» **INSTRUCTIONS TO FOLLOW**
The data that follows is to be given again, exactly as written.
-- THE DATA follows --
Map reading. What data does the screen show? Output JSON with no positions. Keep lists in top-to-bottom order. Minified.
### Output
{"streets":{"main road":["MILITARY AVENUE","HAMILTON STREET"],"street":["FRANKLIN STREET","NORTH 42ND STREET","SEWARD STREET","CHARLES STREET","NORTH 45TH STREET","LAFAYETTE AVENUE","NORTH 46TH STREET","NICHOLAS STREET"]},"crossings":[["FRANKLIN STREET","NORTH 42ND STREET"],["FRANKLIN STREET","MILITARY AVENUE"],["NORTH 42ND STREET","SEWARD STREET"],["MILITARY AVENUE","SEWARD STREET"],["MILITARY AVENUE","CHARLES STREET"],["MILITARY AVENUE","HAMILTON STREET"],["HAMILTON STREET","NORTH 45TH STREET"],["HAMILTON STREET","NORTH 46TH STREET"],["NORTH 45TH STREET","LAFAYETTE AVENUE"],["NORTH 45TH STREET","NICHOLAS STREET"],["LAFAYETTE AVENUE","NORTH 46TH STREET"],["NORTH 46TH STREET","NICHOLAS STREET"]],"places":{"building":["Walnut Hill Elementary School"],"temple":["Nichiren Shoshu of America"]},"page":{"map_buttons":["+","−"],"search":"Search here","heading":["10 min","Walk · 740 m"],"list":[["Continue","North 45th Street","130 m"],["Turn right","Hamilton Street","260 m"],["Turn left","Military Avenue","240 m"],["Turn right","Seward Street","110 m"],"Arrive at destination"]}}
-- THE DATA concluded --
» **SOLUTION FOR THIS EXERCISE**
Map reading. What data does the screen show? Output JSON with no positions. Keep lists in top-to-bottom order. Minified.
### Output
{"streets":{"main road":["MILITARY AVENUE","HAMILTON STREET"],"street":["FRANKLIN STREET","NORTH 42ND STREET","SEWARD STREET","CHARLES STREET","NORTH 45TH STREET","LAFAYETTE AVENUE","NORTH 46TH STREET","NICHOLAS STREET"]},"crossings":[["FRANKLIN STREET","NORTH 42ND STREET"],["FRANKLIN STREET","MILITARY AVENUE"],["NORTH 42ND STREET","SEWARD STREET"],["MILITARY AVENUE","SEWARD STREET"],["MILITARY AVENUE","CHARLES STREET"],["MILITARY AVENUE","HAMILTON STREET"],["HAMILTON STREET","NORTH 45TH STREET"],["HAMILTON STREET","NORTH 46TH STREET"],["NORTH 45TH STREET","LAFAYETTE AVENUE"],["NORTH 45TH STREET","NICHOLAS STREET"],["LAFAYETTE AVENUE","NORTH 46TH STREET"],["NORTH 46TH STREET","NICHOLAS STREET"]],"places":{"building":["Walnut Hill Elementary School"],"temple":["Nichiren Shoshu of America"]},"page":{"map_buttons":["+","−"],"search":"Search here","heading":["10 min","Walk · 740 m"],"list":[["Continue","North 45th Street","130 m"],["Turn right","Hamilton Street","260 m"],["Turn left","Military Avenue","240 m"],["Turn right","Seward Street","110 m"],"Arrive at destination"]}}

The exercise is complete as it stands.